One thing we did do was buy eggs straight from the farmer. They had never seen a fridge, and lasted much longer for it. Of the eight-dozen eggs we left the dock with, only one went bad.

“How will I know if an egg is bad,” Clint asked, putting together an omelet one morning. We had taught Clint how to crack each egg individually into a cup—otherwise, if one were bad, it would contaminate all the others in the mixing bowl.

“Don’t worry Clint, you will know!” was Mia’s response. He found out, about midway across the Atlantic, and howled in disgust the second he’d cracked it and let out the smell.

Aside from our meals, which always included some kind of veggies—peppers and onions with Parmesan cheese on the pizza, grated carrots and cabbage in the stir-fry, roasted potatoes and turnips with the tuna salad—we baked a ton of bread. We made flatbread on the stovetop in an uncoated iron pan, baked buns in the oven, and even attempted a loaf in the pressure cooker (which failed, due to our impatience).

Clint discovered he could add nuts and raisins and made “Clint Bread” a couple times per week, little rolls baked in the oven with lots of goodies inside. Then of course there were pizza nights once a week, made from scratch. Mia made several celebratory cakes from flour and cocoa powder with some fresh lemon juice.

Each time we baked bread we would divide the bounty evenly into Ziplocs with our names on them—Clint and I inevitably ate our entire share in one sitting, while Mia liked to save hers to snack on during night watches. All told, we went through 16 pounds of flour during the crossing.
Finally, we never miss the fridge on Arcturus, because not having one provides the single biggest highlight of most of our trips: the fresh food at the other end.

Photos by Maria Karlsson

Food You Can Keep Without a Fridge


• Root vegetables like turnips, parsnips, potatoes, carrots, cabbage, squash and pumpkin

• Apples

• Citrus fruit, like oranges, lemons and limes (Keep vegetables and fruit dry, well ventilated and out of the sun. Storing them in nets is a great idea. They’ll always last longer if they have never been in a fridge. Buy them fresh, preferably from a farmer’s market.)

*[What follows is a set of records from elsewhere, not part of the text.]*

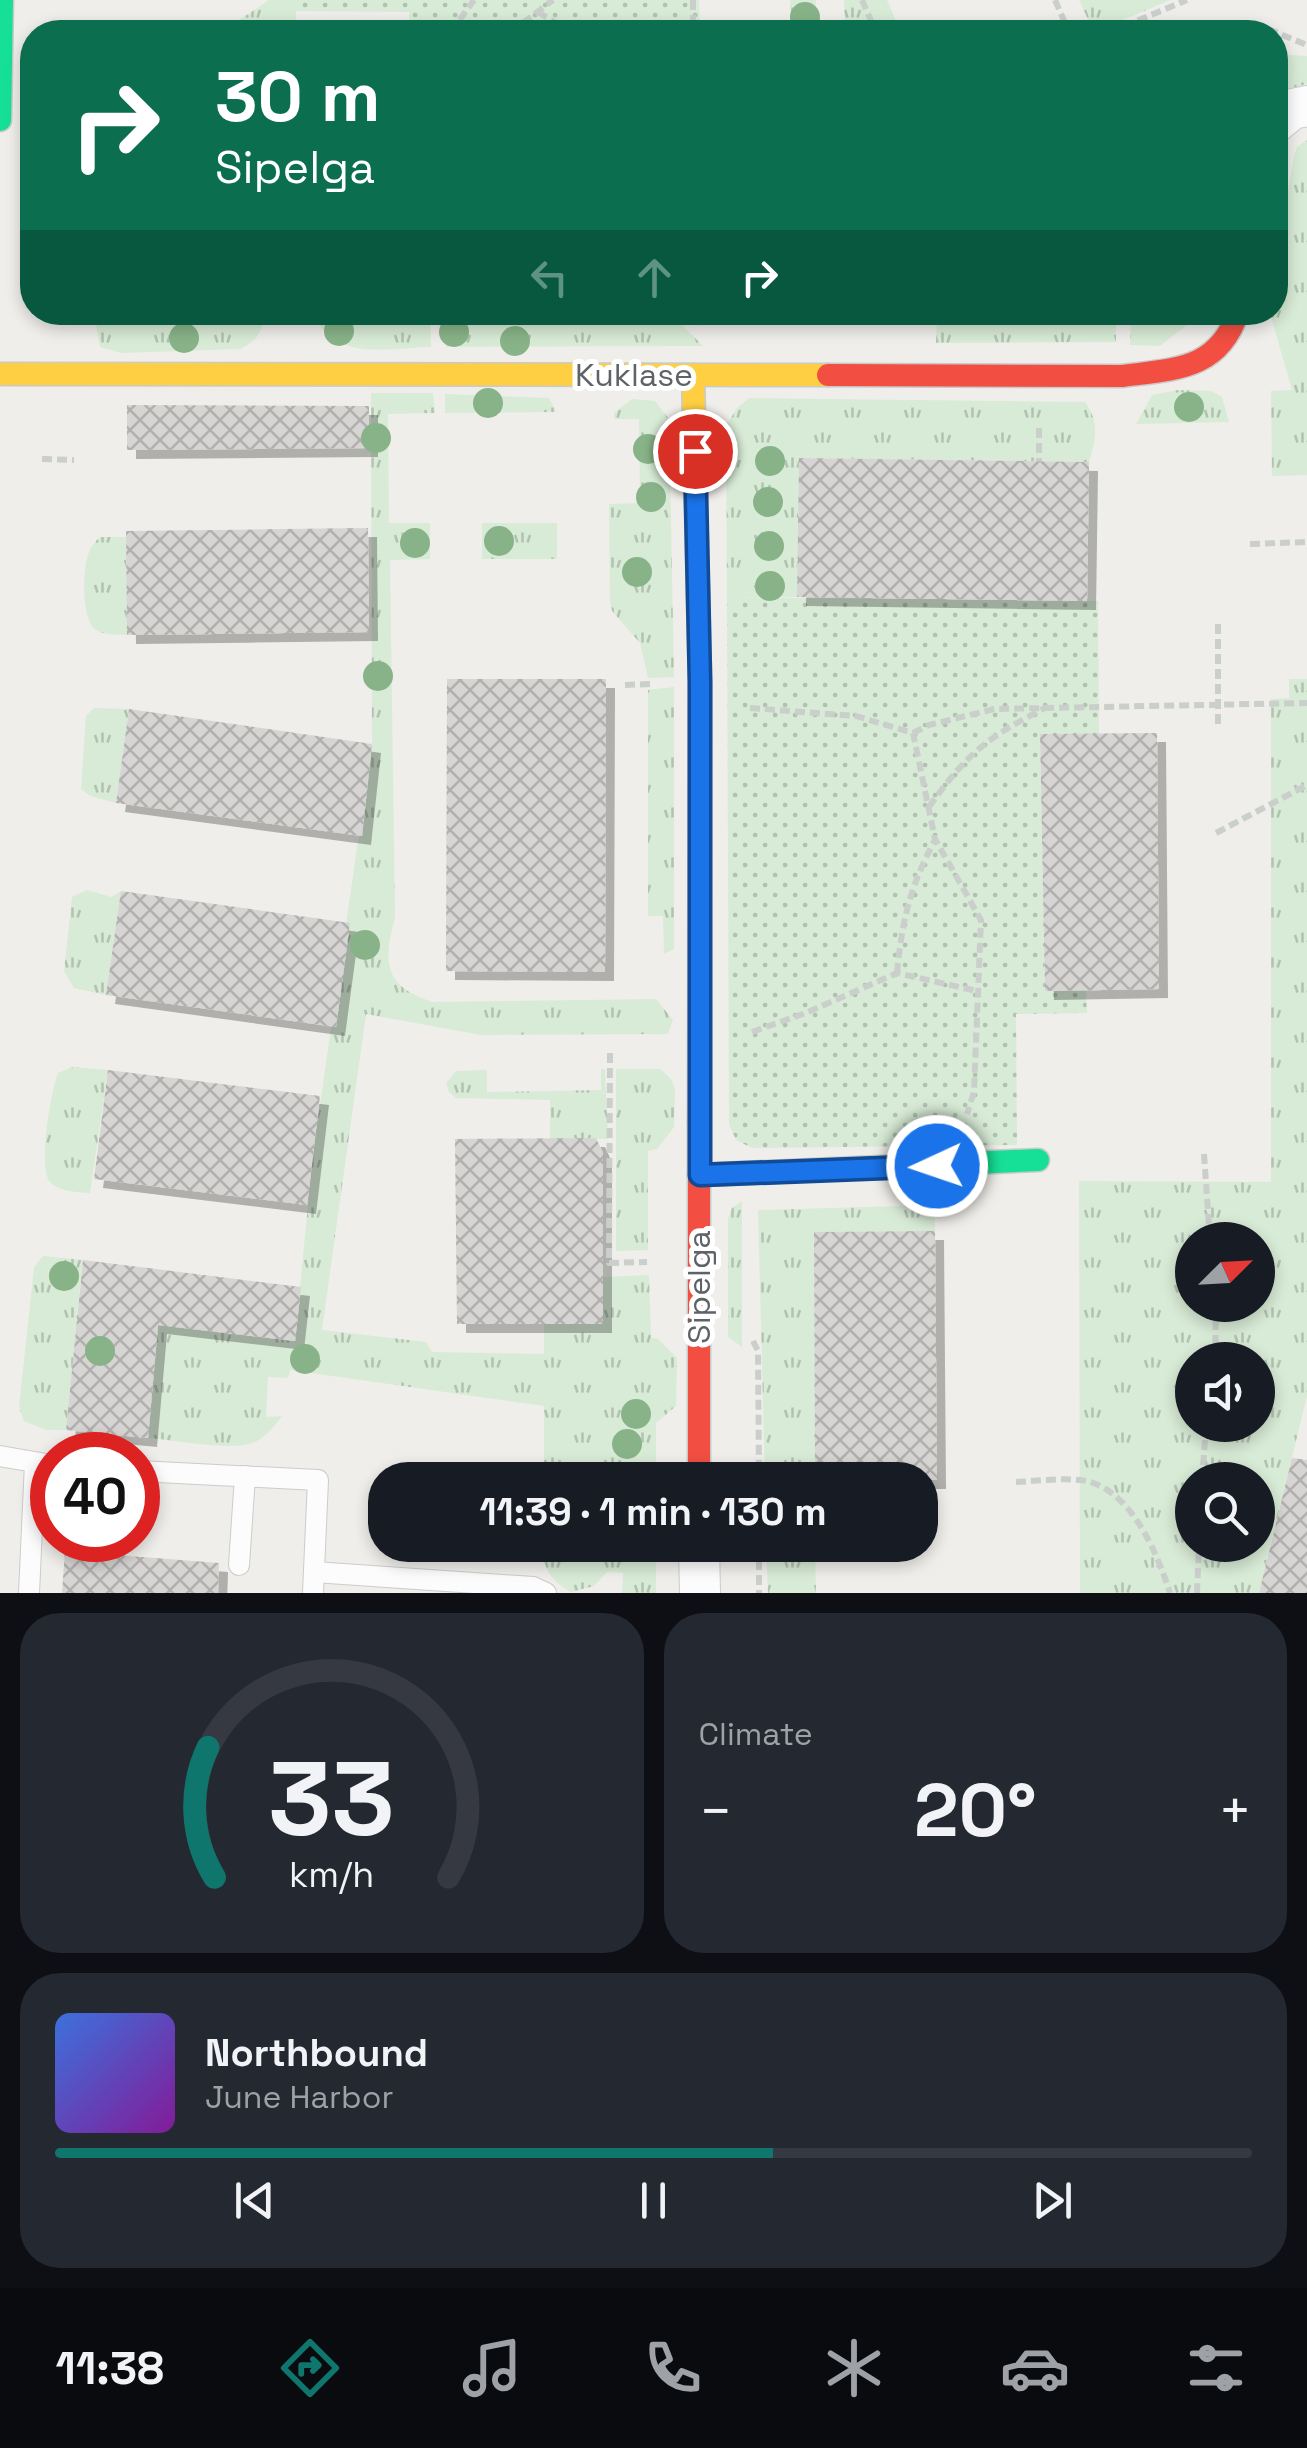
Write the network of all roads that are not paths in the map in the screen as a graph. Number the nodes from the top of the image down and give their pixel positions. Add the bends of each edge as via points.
1 (2, 0) edge
2 (0, 120) edge
3 (1236, 325) edge
4 (0, 374) edge
5 (693, 374) junction
6 (1038, 1160) dead end
7 (700, 1175) junction
8 (0, 1456) edge
9 (30, 1461) edge
10 (699, 1462) edge
11 (160, 1471) edge
12 (246, 1476) junction
13 (33, 1562) edge
14 (700, 1562) edge
15 (239, 1565) dead end
16 (313, 1583) edge
17 (29, 1593) edge
18 (546, 1593) edge
19 (700, 1593) edge

1 - 2 street
3 - 5 street, Kuklase via 1215,354 1187,366 1122,376
4 - 5 street, Kuklase via 583,382
5 - 7 street, Sipelga
6 - 7 street
7 - 10 street, Sipelga
8 - 9 lane
11 - 12 lane
12 - 15 lane
12 - 16 lane via 318,1480
13 - 17 lane
14 - 19 street
16 - 18 lane via 533,1586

• Eggs (must never have been refrigerated; turn once a week)

• Spanish cured ham

• Condiments, like mayonnaise, soy sauce, dry Parmesan cheese, mustard, hot sauce, pickles and olive oil

• Peanut butter, jam, honey and maple syrup

• UHT Milk (once opened it lasts about a day)

• Yeast, baking powder and flour (for bread)

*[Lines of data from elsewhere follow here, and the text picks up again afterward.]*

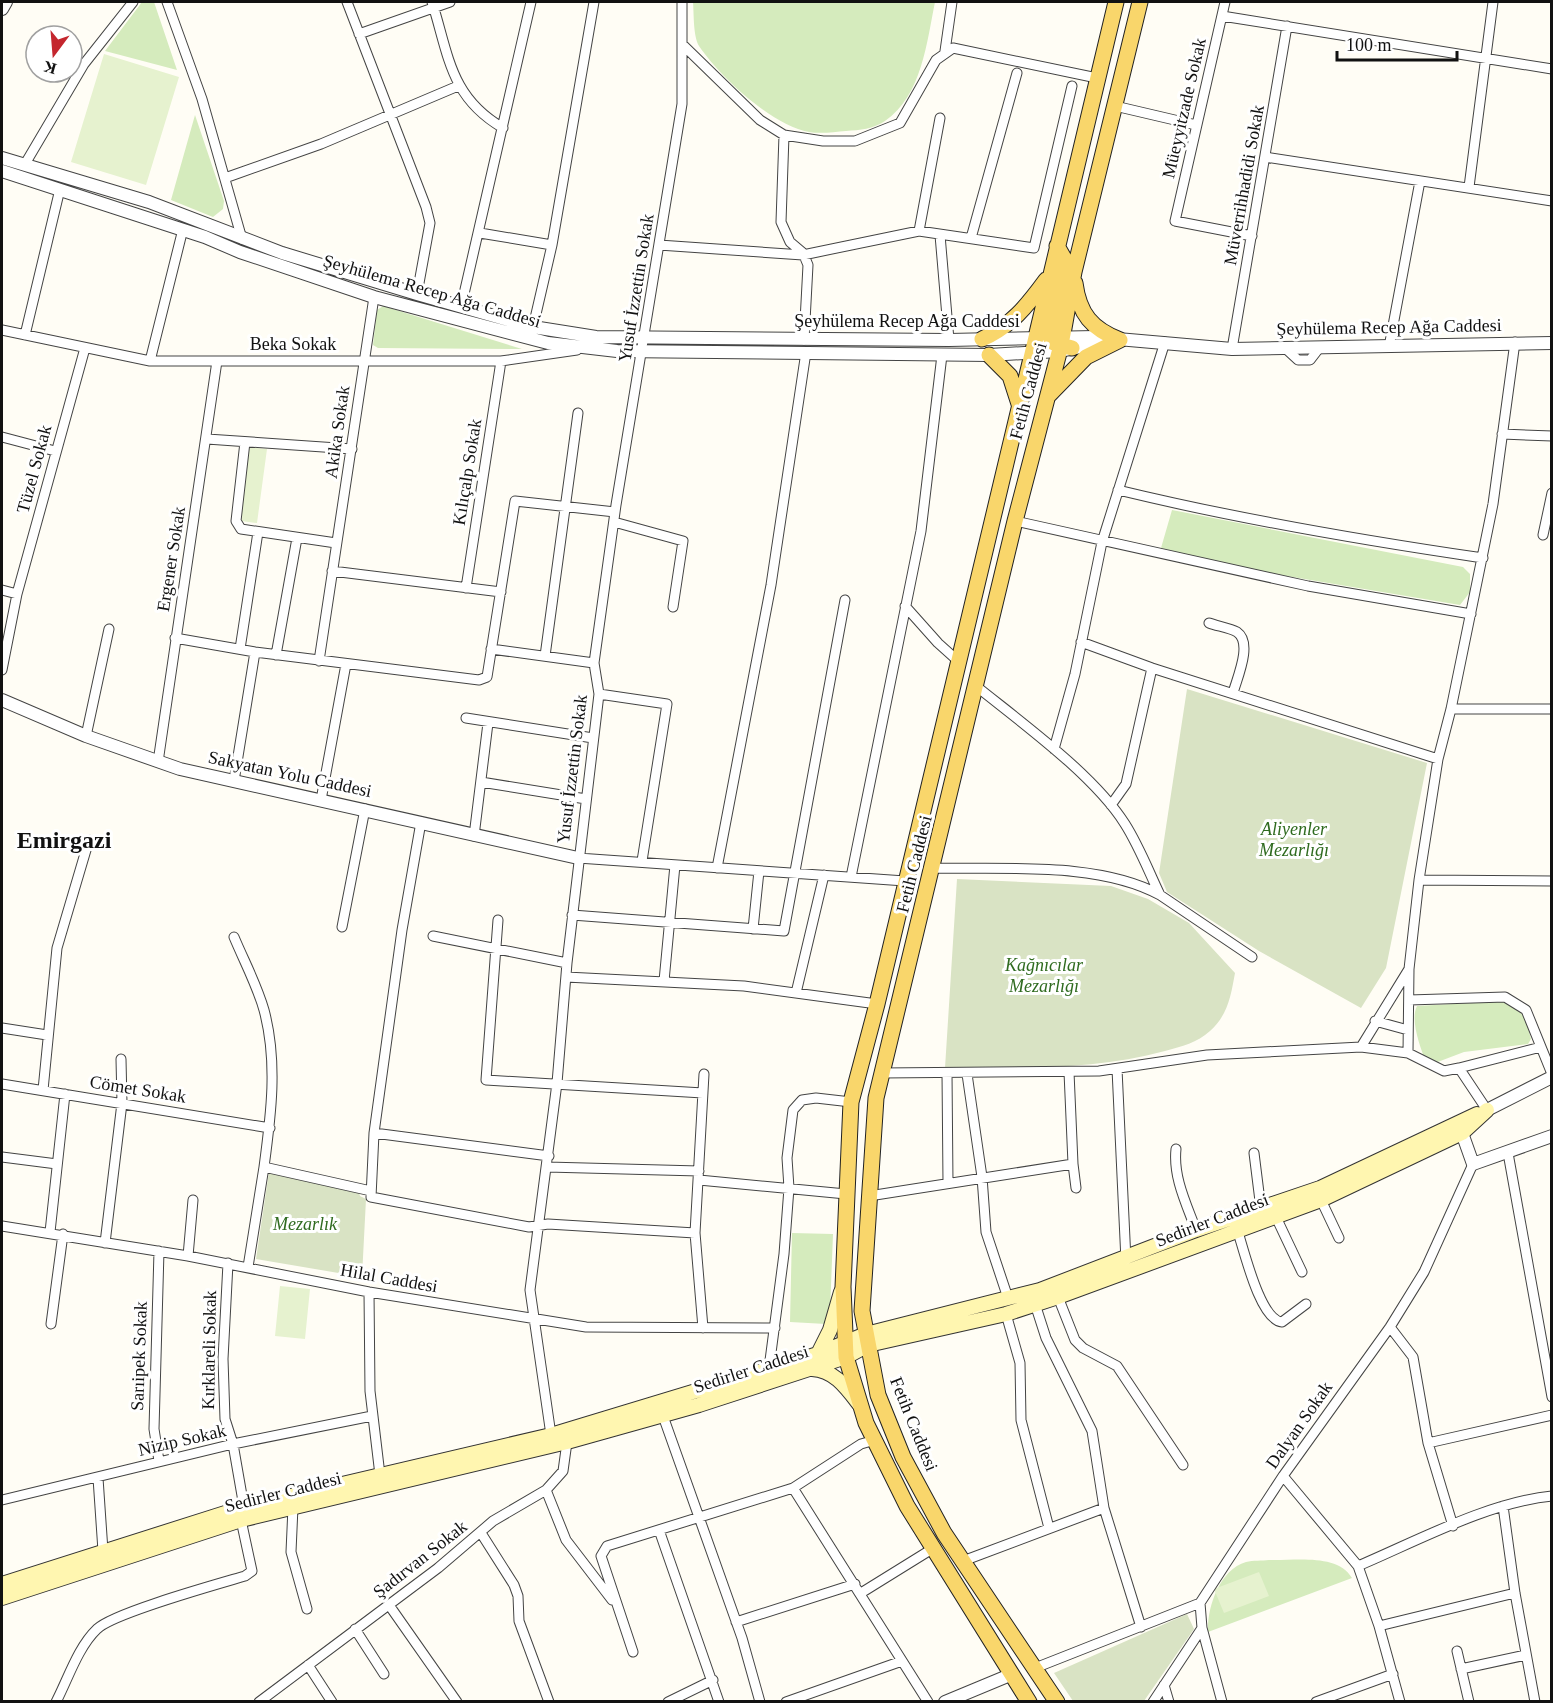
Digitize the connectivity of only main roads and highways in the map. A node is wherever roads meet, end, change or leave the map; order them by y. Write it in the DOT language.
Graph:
graph roads {
  1 [pos="1116,2"];
  2 [pos="1140,2"];
  3 [pos="1057,246"];
  4 [pos="1074,272"];
  5 [pos="1051,273"];
  6 [pos="982,339"];
  7 [pos="1056,344"];
  8 [pos="989,355"];
  9 [pos="1047,397"];
  10 [pos="1019,406"];
  11 [pos="1035,440"];
  12 [pos="1128,1264"];
  13 [pos="843,1287"];
  14 [pos="867,1339"];
  15 [pos="845,1351"];
  16 [pos="818,1354"];
  17 [pos="810,1369"];
  18 [pos="860,1406"];
  19 [pos="243,1514"];
  20 [pos="2,1584"];
  21 [pos="2,1598"];
  22 [pos="988,1603"];
  23 [pos="972,1612"];
  24 [pos="1029,1701"];
  25 [pos="1057,1701"];
  1 -- 3 [label="main road, Fetih Caddesi"];
  2 -- 4 [label="main road, Fetih Caddesi"];
  3 -- 5 [label="main road, Fetih Caddesi"];
  3 -- 7 [label="main road"];
  4 -- 7 [label="main road, Fetih Caddesi"];
  4 -- 9 [label="main road"];
  5 -- 6 [label="main road"];
  5 -- 7 [label="main road, Fetih Caddesi"];
  7 -- 9 [label="main road, Fetih Caddesi"];
  7 -- 10 [label="main road, Fetih Caddesi"];
  7 -- 11 [label="main road"];
  8 -- 10 [label="main road"];
  9 -- 11 [label="main road, Fetih Caddesi"];
  10 -- 13 [label="main road, Fetih Caddesi"];
  11 -- 14 [label="main road, Fetih Caddesi"];
  12 -- 12 [label="main road, Sedirler Caddesi"];
  12 -- 14 [label="main road, Sedirler Caddesi"];
  12 -- 14 [label="main road, Sedirler Caddesi"];
  13 -- 15 [label="main road, Fetih Caddesi"];
  13 -- 16 [label="main road"];
  14 -- 15 [label="main road, Sedirler Caddesi"];
  14 -- 22 [label="main road, Fetih Caddesi"];
  15 -- 16 [label="main road, Sedirler Caddesi"];
  15 -- 17 [label="main road, Sedirler Caddesi"];
  15 -- 18 [label="main road, Fetih Caddesi"];
  16 -- 19 [label="main road, Sedirler Caddesi"];
  17 -- 18 [label="main road"];
  17 -- 19 [label="main road, Sedirler Caddesi"];
  18 -- 23 [label="main road, Fetih Caddesi"];
  19 -- 20 [label="main road, Sedirler Caddesi"];
  19 -- 21 [label="main road, Sedirler Caddesi"];
  22 -- 23 [label="main road"];
  22 -- 25 [label="main road, Fetih Caddesi"];
  23 -- 24 [label="main road, Fetih Caddesi"];
}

• Make sure to use clean knives and spoons when dipping into jars. If bacteria gets in, the food will not last!

Swedish Pumpkin Soup

Our Favorite No-Fridge Meal


1 butternut squash or medium pumpkin
1 can tomato paste
1 red onion
3 cloves garlic
2 Tbsp. red curry paste (or dry curry powder)
1 can coconut milk
1 cup chicken broth
Olive oil
Dried red pepper or cayenne to taste


Dice the onion and garlic and brown with olive oil in a large soup pot. Peel and dice the pumpkin/squash, adding to the pot and browning for a few minutes. Add the curry, tomato paste, chicken broth and red pepper (the more the spicier!) and bring to a boil. Turn down heat and let simmer for 15-20 minutes, or until pumpkin/squash is soft. Add the coconut water, and mash the mixture to the desired consistency with a potato masher. (We like it a bit chunky.) Serve with brown Irish soda bread. Enjoy!